(Dataset records begins)
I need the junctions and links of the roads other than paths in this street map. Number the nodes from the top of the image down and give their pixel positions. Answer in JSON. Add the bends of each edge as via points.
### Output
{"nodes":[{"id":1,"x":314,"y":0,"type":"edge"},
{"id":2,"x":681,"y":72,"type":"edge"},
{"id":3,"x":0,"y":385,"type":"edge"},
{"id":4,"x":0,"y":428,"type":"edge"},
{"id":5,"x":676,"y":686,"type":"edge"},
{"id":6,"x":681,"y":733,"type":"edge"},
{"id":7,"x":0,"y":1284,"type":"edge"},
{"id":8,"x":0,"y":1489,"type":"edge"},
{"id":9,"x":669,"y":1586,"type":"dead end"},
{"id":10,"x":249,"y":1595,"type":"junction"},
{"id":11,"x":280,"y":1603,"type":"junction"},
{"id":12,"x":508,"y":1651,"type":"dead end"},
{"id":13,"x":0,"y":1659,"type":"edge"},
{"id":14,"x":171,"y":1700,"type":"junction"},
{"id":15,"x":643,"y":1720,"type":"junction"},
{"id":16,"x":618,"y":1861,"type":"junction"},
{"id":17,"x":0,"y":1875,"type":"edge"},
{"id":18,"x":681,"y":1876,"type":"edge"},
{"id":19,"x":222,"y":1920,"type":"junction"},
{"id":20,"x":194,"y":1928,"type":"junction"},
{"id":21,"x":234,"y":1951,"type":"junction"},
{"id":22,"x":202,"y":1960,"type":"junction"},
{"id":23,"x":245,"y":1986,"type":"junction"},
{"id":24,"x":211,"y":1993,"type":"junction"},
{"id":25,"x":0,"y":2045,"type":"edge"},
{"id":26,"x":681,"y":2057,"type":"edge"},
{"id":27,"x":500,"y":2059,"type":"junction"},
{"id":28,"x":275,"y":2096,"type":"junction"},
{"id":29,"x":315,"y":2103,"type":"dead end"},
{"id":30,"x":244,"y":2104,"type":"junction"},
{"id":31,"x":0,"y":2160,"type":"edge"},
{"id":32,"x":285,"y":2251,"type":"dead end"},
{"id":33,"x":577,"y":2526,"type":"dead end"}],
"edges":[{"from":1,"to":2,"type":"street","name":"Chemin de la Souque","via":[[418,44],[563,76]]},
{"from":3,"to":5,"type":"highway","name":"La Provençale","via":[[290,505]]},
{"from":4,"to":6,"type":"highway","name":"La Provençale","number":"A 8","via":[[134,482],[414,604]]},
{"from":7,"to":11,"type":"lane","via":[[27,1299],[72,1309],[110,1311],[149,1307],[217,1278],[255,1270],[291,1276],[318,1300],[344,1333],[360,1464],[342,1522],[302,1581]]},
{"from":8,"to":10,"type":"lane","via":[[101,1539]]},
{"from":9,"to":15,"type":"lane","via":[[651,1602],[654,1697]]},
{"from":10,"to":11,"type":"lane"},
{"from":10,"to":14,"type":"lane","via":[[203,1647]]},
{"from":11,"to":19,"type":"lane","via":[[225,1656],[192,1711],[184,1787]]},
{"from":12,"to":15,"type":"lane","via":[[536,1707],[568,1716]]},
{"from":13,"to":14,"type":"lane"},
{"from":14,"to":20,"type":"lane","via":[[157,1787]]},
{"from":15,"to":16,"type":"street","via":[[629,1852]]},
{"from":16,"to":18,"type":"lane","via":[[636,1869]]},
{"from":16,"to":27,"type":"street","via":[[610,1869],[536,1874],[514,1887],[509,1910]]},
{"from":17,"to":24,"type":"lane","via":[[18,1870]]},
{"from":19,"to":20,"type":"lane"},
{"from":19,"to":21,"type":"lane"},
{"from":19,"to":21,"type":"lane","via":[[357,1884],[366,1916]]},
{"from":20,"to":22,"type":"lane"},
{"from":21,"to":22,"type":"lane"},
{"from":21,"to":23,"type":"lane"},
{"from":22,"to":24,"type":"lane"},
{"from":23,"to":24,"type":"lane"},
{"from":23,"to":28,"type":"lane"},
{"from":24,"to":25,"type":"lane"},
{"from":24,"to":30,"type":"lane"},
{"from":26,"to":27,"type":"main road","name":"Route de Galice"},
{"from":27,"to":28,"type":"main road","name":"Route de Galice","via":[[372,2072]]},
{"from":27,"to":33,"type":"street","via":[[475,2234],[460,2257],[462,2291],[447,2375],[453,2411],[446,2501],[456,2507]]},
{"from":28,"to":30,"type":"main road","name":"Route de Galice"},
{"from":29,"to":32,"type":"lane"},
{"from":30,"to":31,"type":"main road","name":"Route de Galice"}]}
(Dataset records ends)
What is being asked: Recopy the records without any alteration.

Answer:
I need the junctions and links of the roads other than paths in this street map. Number the nodes from the top of the image down and give their pixel positions. Answer in JSON. Add the bends of each edge as via points.
### Output
{"nodes":[{"id":1,"x":314,"y":0,"type":"edge"},
{"id":2,"x":681,"y":72,"type":"edge"},
{"id":3,"x":0,"y":385,"type":"edge"},
{"id":4,"x":0,"y":428,"type":"edge"},
{"id":5,"x":676,"y":686,"type":"edge"},
{"id":6,"x":681,"y":733,"type":"edge"},
{"id":7,"x":0,"y":1284,"type":"edge"},
{"id":8,"x":0,"y":1489,"type":"edge"},
{"id":9,"x":669,"y":1586,"type":"dead end"},
{"id":10,"x":249,"y":1595,"type":"junction"},
{"id":11,"x":280,"y":1603,"type":"junction"},
{"id":12,"x":508,"y":1651,"type":"dead end"},
{"id":13,"x":0,"y":1659,"type":"edge"},
{"id":14,"x":171,"y":1700,"type":"junction"},
{"id":15,"x":643,"y":1720,"type":"junction"},
{"id":16,"x":618,"y":1861,"type":"junction"},
{"id":17,"x":0,"y":1875,"type":"edge"},
{"id":18,"x":681,"y":1876,"type":"edge"},
{"id":19,"x":222,"y":1920,"type":"junction"},
{"id":20,"x":194,"y":1928,"type":"junction"},
{"id":21,"x":234,"y":1951,"type":"junction"},
{"id":22,"x":202,"y":1960,"type":"junction"},
{"id":23,"x":245,"y":1986,"type":"junction"},
{"id":24,"x":211,"y":1993,"type":"junction"},
{"id":25,"x":0,"y":2045,"type":"edge"},
{"id":26,"x":681,"y":2057,"type":"edge"},
{"id":27,"x":500,"y":2059,"type":"junction"},
{"id":28,"x":275,"y":2096,"type":"junction"},
{"id":29,"x":315,"y":2103,"type":"dead end"},
{"id":30,"x":244,"y":2104,"type":"junction"},
{"id":31,"x":0,"y":2160,"type":"edge"},
{"id":32,"x":285,"y":2251,"type":"dead end"},
{"id":33,"x":577,"y":2526,"type":"dead end"}],
"edges":[{"from":1,"to":2,"type":"street","name":"Chemin de la Souque","via":[[418,44],[563,76]]},
{"from":3,"to":5,"type":"highway","name":"La Provençale","via":[[290,505]]},
{"from":4,"to":6,"type":"highway","name":"La Provençale","number":"A 8","via":[[134,482],[414,604]]},
{"from":7,"to":11,"type":"lane","via":[[27,1299],[72,1309],[110,1311],[149,1307],[217,1278],[255,1270],[291,1276],[318,1300],[344,1333],[360,1464],[342,1522],[302,1581]]},
{"from":8,"to":10,"type":"lane","via":[[101,1539]]},
{"from":9,"to":15,"type":"lane","via":[[651,1602],[654,1697]]},
{"from":10,"to":11,"type":"lane"},
{"from":10,"to":14,"type":"lane","via":[[203,1647]]},
{"from":11,"to":19,"type":"lane","via":[[225,1656],[192,1711],[184,1787]]},
{"from":12,"to":15,"type":"lane","via":[[536,1707],[568,1716]]},
{"from":13,"to":14,"type":"lane"},
{"from":14,"to":20,"type":"lane","via":[[157,1787]]},
{"from":15,"to":16,"type":"street","via":[[629,1852]]},
{"from":16,"to":18,"type":"lane","via":[[636,1869]]},
{"from":16,"to":27,"type":"street","via":[[610,1869],[536,1874],[514,1887],[509,1910]]},
{"from":17,"to":24,"type":"lane","via":[[18,1870]]},
{"from":19,"to":20,"type":"lane"},
{"from":19,"to":21,"type":"lane"},
{"from":19,"to":21,"type":"lane","via":[[357,1884],[366,1916]]},
{"from":20,"to":22,"type":"lane"},
{"from":21,"to":22,"type":"lane"},
{"from":21,"to":23,"type":"lane"},
{"from":22,"to":24,"type":"lane"},
{"from":23,"to":24,"type":"lane"},
{"from":23,"to":28,"type":"lane"},
{"from":24,"to":25,"type":"lane"},
{"from":24,"to":30,"type":"lane"},
{"from":26,"to":27,"type":"main road","name":"Route de Galice"},
{"from":27,"to":28,"type":"main road","name":"Route de Galice","via":[[372,2072]]},
{"from":27,"to":33,"type":"street","via":[[475,2234],[460,2257],[462,2291],[447,2375],[453,2411],[446,2501],[456,2507]]},
{"from":28,"to":30,"type":"main road","name":"Route de Galice"},
{"from":29,"to":32,"type":"lane"},
{"from":30,"to":31,"type":"main road","name":"Route de Galice"}]}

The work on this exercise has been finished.